Task to carry out :: The listing must be reproduced in full, exactly as it stands.

Material shown ::
>>>

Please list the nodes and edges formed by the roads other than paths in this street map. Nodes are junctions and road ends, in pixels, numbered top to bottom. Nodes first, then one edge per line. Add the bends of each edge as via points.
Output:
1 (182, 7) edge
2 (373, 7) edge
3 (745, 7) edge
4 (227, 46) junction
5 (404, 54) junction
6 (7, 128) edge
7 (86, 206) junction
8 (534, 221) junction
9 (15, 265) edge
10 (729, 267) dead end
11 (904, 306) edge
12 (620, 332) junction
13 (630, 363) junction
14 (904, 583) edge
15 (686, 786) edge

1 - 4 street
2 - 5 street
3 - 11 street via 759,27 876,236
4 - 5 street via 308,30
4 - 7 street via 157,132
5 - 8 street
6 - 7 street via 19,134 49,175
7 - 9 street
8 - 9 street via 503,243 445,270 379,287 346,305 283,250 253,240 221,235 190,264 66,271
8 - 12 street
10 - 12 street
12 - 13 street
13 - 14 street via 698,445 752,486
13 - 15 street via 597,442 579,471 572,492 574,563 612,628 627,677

<<<

Worked solution ::
Please list the nodes and edges formed by the roads other than paths in this street map. Nodes are junctions and road ends, in pixels, numbered top to bottom. Nodes first, then one edge per line. Add the bends of each edge as via points.
Output:
1 (182, 7) edge
2 (373, 7) edge
3 (745, 7) edge
4 (227, 46) junction
5 (404, 54) junction
6 (7, 128) edge
7 (86, 206) junction
8 (534, 221) junction
9 (15, 265) edge
10 (729, 267) dead end
11 (904, 306) edge
12 (620, 332) junction
13 (630, 363) junction
14 (904, 583) edge
15 (686, 786) edge

1 - 4 street
2 - 5 street
3 - 11 street via 759,27 876,236
4 - 5 street via 308,30
4 - 7 street via 157,132
5 - 8 street
6 - 7 street via 19,134 49,175
7 - 9 street
8 - 9 street via 503,243 445,270 379,287 346,305 283,250 253,240 221,235 190,264 66,271
8 - 12 street
10 - 12 street
12 - 13 street
13 - 14 street via 698,445 752,486
13 - 15 street via 597,442 579,471 572,492 574,563 612,628 627,677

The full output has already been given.